While this texture is beneficial for gripping and retaining chalk, it does make it harder to clean. If we’re trying to clear some of the chalk off the kettlebell we will have a harder time doing so with the powder coated kettlebells than we would with an e-coated kettlebells.
Personally, I don’t mind that the kettlebell holds chalk so efficiently that I will never lose my grip, but I do understand that it will never be without chalk once it is applied. However, I don’t think this is a deal breaker.
Which Kettlebell Style Is Right For You?
When To Get E-Coat Kettlebells
If we’re looking to spend a bit more money for a kettlebell that is very durable, easy to clean, and extremely resistant to corrosion then the e-coated kettlebell is the best choice for us.
Although more expensive, I personally believe that it is worth the price if it is a weight that we will use for a long time because it will last a long time.
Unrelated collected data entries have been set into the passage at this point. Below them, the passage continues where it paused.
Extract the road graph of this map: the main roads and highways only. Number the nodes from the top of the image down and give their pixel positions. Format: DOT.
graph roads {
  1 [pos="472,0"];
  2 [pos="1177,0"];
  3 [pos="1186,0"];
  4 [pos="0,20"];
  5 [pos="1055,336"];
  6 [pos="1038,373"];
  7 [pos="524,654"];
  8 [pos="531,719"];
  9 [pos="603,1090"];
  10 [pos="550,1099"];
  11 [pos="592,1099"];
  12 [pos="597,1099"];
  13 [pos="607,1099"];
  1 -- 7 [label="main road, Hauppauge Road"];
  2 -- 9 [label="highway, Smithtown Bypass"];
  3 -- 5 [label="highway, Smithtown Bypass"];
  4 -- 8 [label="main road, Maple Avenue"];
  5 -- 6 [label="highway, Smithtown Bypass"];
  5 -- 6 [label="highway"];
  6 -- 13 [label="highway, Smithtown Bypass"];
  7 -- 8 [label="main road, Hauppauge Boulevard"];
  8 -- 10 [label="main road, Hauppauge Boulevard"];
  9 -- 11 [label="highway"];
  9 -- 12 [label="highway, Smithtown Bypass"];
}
However, if it’s a weight that is not as versatile then perhaps we should opt for a cheaper, more short-term option.
The e-coated kettlebells are harder to find because they are made by fewer companies, and come at a higher price point but if we’re looking for a durable and low-maintenance product then this is it.
When To Get Powder Coat Kettlebells
If we want a kettlebell that is more budget-friendly, easier to grip, and retains chalk for even the sweatiest workouts then the powder coated kettlebell is the right choice for us.
The powder coated kettlebell saves us some money without sacrificing too much of the durability factor that the e-coated kettlebell has. The powder coated kettlebell will be durable enough to withstand heavy usage and maintain its grippability.
If we’re looking for a reliable kettlebell that isn’t as expensive as the e-coat and is most widely used in crossfit gyms and kettlebell enthusiasts then the powder coated kettlebell is the best option.
E-Coat Kettlebell Products
1. Rogue E-Coat Kettlebell – Best Overall
The Rogue E-Coat kettlebell is the most popular brand of e-coated kettlebells because it is approved for use in the USA’s army combat fitness testing. It varies in size and shape depending on the weight, and is available in weight range from 9 to 88 lbs.
If it’s good enough for the army then it is definitely good enough for me.
Powder Coat Kettlebell Products
1. Kettlebell Kings Powder Coated Kettlebell – Best Overall
The kettlebell kings have a powder-coated cast iron kettlebell that increases the grippability of the kettlebell and is the perfect base for applying chalk. It is a great option for those interested in training for general fitness by accommodating one-handed and two-handed movements with window size increasing as the weight increases.
Interested in learning more about kettlebells for two-handed movements? Check out our article on the Best Kettlebells For Two-Handed Swings.
2. Yes4All Powder Coated Kettlebells – Best Budget
The yes4all brand is a more budget-friendly option for a cast iron kettlebell that is still powder coated to help increase the grip, and allow for better chalking of the kettlebell. The downside to this product is that the weight range is limited and it is only available in pounds.
Other Kettlebell Resources
- Powder Coat vs Competition Kettlebells: Differences, Pros, Cons
- Adjustable vs Standard Kettlebell: Differences, Pros, Cons
- 33mm vs 35mm Kettlebell Handle: Which One Should You Get?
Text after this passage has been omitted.